The gang is all back to do pretty much the exact same thing as they did last time. Prepare to have your expectations barely met!
The gang is all back to do pretty much the exact same thing as they did last time. Prepare to have your expectations barely met!

The original Zombieland, which accounts for 67% of TNT’s daily programming, was a breezy romp elevated by oddly dynamic chemistry and nuggets of cleverness. The odds against replicating said chemistry-enhanced breeziness and clever nuggs kept them from attempting a follow-up for around a decade. But the bible says even Jesus will one day get a sequel, so here we are.

Like a pop song crammed with the word “baby” and set to a preprogrammed keyboard beat, Zombieland: Double Tap is a perfectly-fine-but-lazy repeat of what it should have rhymed. Take the opening credits. The first flick’s sequence was a slo-mo series of silly/gross zombie killin’ set to Metallica. “Rhyming” would be if Double Tap played on that, maybe with a gory scene set to Lil Nas X or something. Instead, we get a different Metallica song. Woo hoo, expectations literally barely met!

Plot was never a factor, but this time Columbus (Jesse Eisenberg), Tallahassee (Woody Harrelson), Wichita (Emma Stone), and Little Rock (Abigail Breslin) have achieved a boring post-apocalyptic level of routine and normalcy, albeit while living in the derelict White House. Sorry, in the “more derelict” White House. Sidebar: In the year of garbage two thousand and nineteen, if your film is so afraid of offending any potential ticket purchaser that your political humor is kept to “Taft was fat” jokes, maybe don’t use the White House as a primary location for your comedy?

Wichita gets spooked by Columbus flagrantly disregarding her explicit boundaries—more on that later—and Little Rock yearns for companionship beyond her dysfunctional makeshift family. So the two fly the coop. In mourning, Columbus bumps into and then bumps into Madison (Zoey Deutch) before Wichita returns and informs them that Little Rock has fallen in love with a filthy hippie (Avan Jogia). The subsequent pursuit after her introduces the gang to doppelgangers of Columbus and Tallahassee named Flagstaff (Thomas Middleditch) and Albuquerque (Luke Wilson), who are used the exact right amount: one scene. Tallahassee also meets Nevada (Rosario Dawson) because the film is oddly obsessed with every man and woman finding an opposite sex partner.
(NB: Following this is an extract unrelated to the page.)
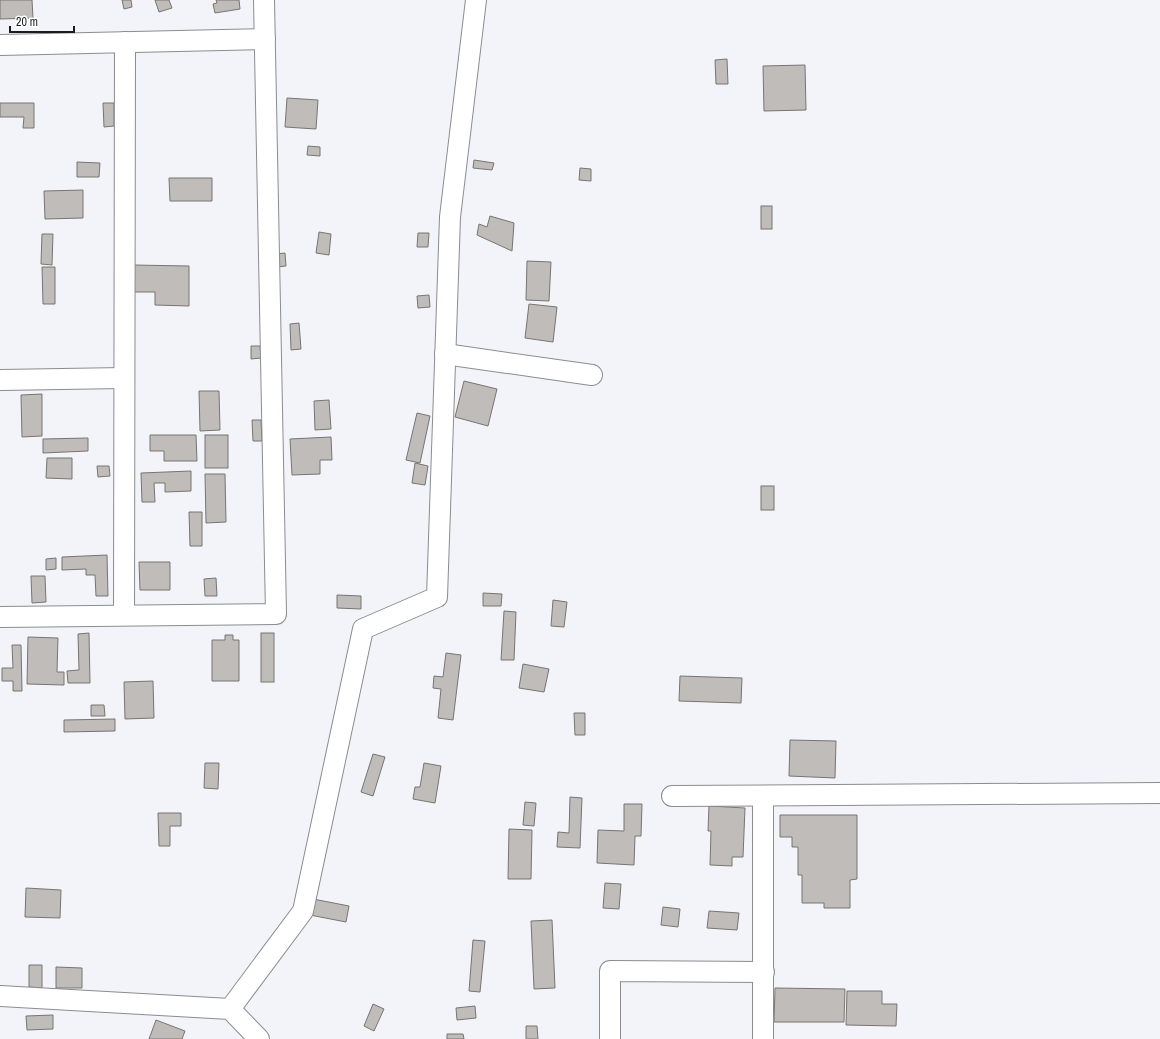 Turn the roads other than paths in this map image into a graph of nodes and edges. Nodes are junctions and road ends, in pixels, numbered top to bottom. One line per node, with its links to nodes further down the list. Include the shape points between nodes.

Actually, the whole of Double Tap is overtly bro-tastic, down to its ongoing (and far less funny this time) deification of Bill Murray and a running gag about a white dude having Native American heritage. It’s like somebody spilled zombie blood into the mouth of The Chive. Although nobody should take life lessons from a series with Metallica in the credits twice, what writers Dave Callaham, Rhett Reese, and Paul Wernick do with the Columbus/Wichita storyline is not awesome… Without getting into spoilers, the suggestion is that Wichita holding firm to clear parameters she set with Columbus in their relationship makes her some kind of ungrateful shrew. “Recognize how lucky you are that anyone wants to marry you, lady” is not an unreasonable way to read that entire storyline, likely inspired by an angry Reddit post.

Double Tap slowly, but not unenjoyably, saunters through modestly entertaining sequences before rushing through a “we have more budget this time” ending. Actually, that final sequence could have been great, were it more deliberate and not immediately followed by unearned emotional chum that gets baby-birded into audience mouths as if by an undead vulture. Ultimately, Zombieland: Double Tap is just capitalism in a nutshell: It only exists for profit and was made by workers who understandably delivered only what they were paid to do and not one ounce more.